# That Guinness Twang



## hazard (16/5/09)

I'm brewing a stout at the moment, and trying to get close to real guiness taste. I have heard that a way to get the guinness "twang" is to put aside a litre of wort following the boil, let it sit in a cupboard for a week to go sour, then pasteurise and add to the fermenter.

I brewed a week ago, and am ready to rack to a secondary fermenter. The litre of wort I put aside now has an interesting cover of mould - my previous reading on the subject made no mention of this happening.

I now plan to skim the mould, boil this wort for 20 min and add to the secondary. Anybody see any problems with this? AT the very leat, maybe this mould may clear up a bad cough I haven't been able to shake!

hazard


----------



## t2000kw (16/5/09)

hazard said:


> I'm brewing a stout at the moment, and trying to get close to real guiness taste. I have heard that a way to get the guinness "twang" is to put aside a litre of wort following the boil, let it sit in a cupboard for a week to go sour, then pasteurise and add to the fermenter.



That's one way, but a more controlled way is to use some acidulated malt instead in your mash. (Some call it acid malt.) About 1/4 pound added to your recipe should do it.

Skimming the mold and boiling the wort even for a minute should do the trick if it is indeed sour enough (and not too sour!).
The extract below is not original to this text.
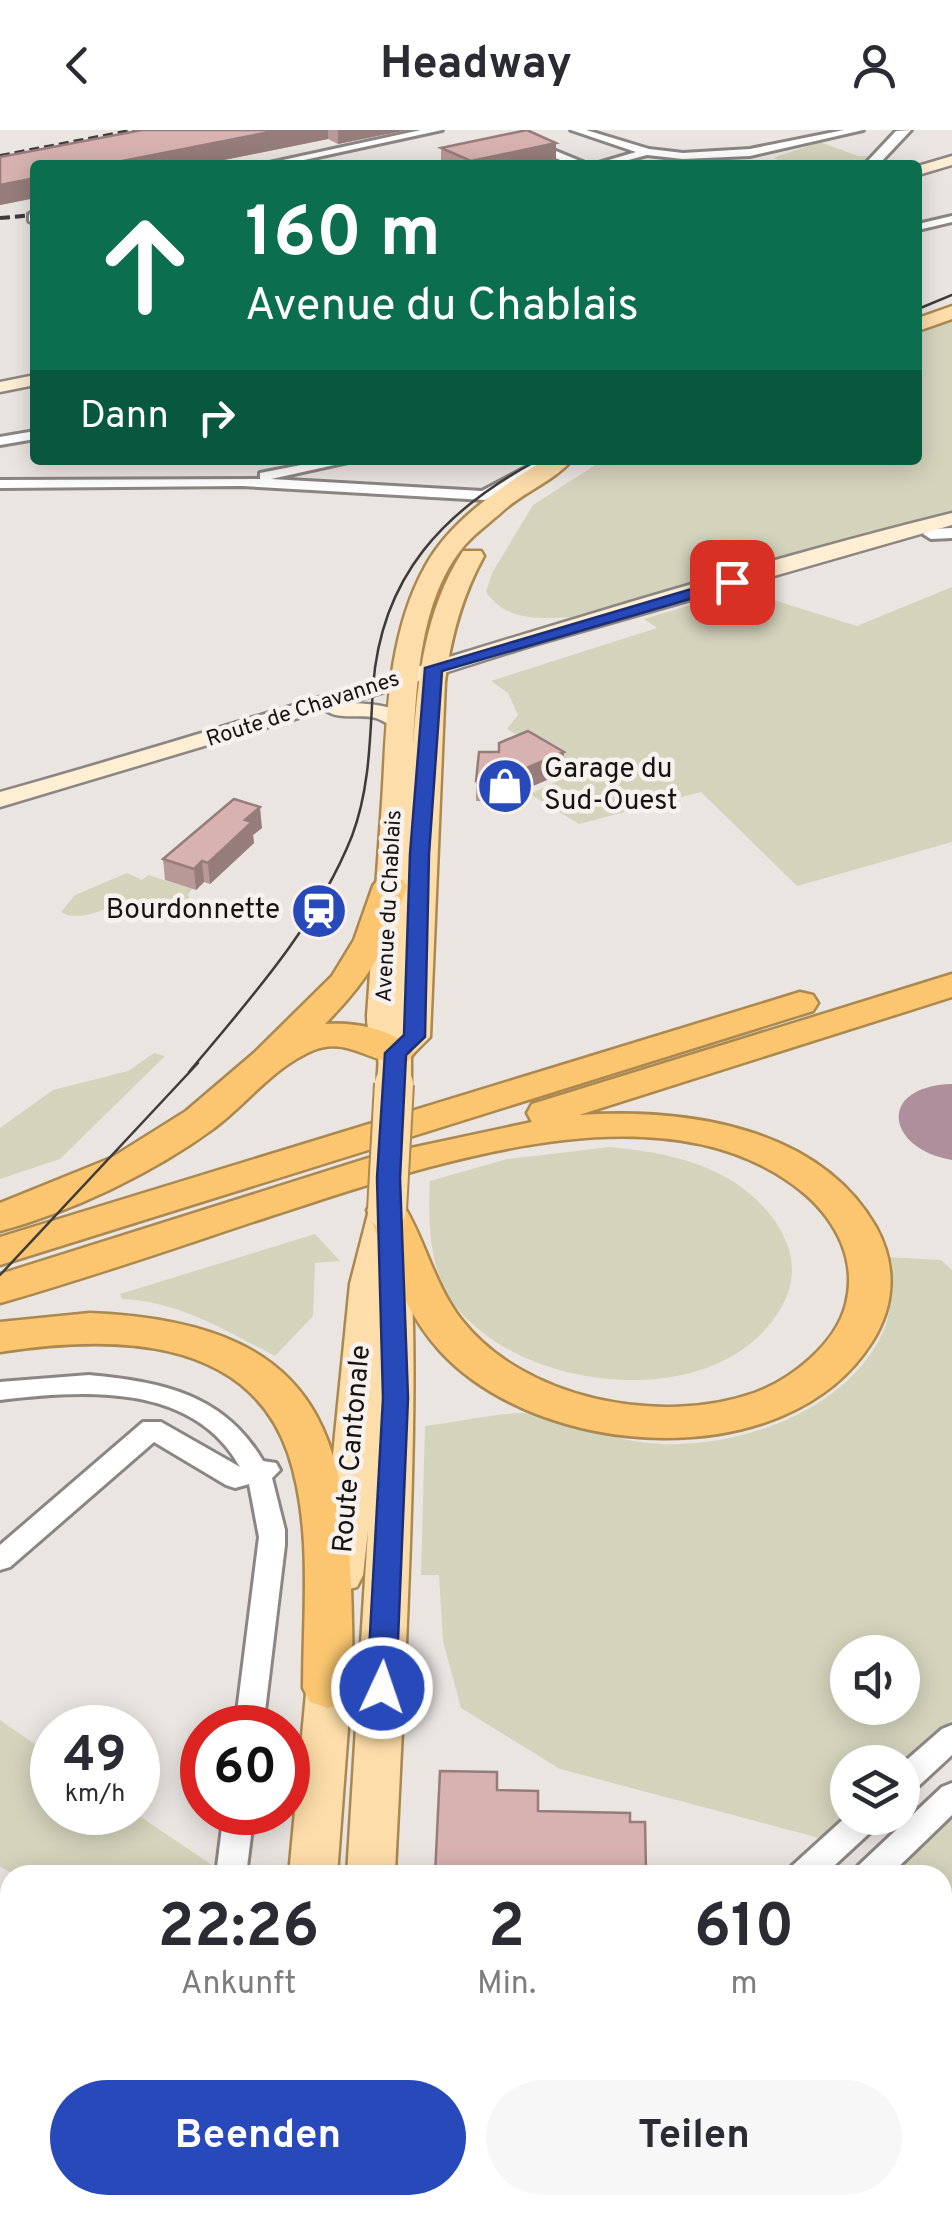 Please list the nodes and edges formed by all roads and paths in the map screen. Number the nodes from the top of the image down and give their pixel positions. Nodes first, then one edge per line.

Pasteurization happens at a lower temp than boiling, so that should kill off anything that might be a problem or you. 

If you can't get rid of your cough, your Guinness clone may make you forget that you have one. 

Seriously, about the cough, an expectorant can help, along with drinking a lot of water to keep the mucous thin and easy to expel. Turpin Hydrate was taken off the market here in the US, but if it's available down there I can recommend it highly as being the most effective cough remedy (it's an expectorant) ever made. We used to be able to buy it with codeine in it, and the combination was very effective.


----------



## Bribie G (16/5/09)

Part of the beer is fermented with brettanomyces. This is available from sponsors but unless you are going to go berserk and do a lot of brews the cost would work out prohibitive.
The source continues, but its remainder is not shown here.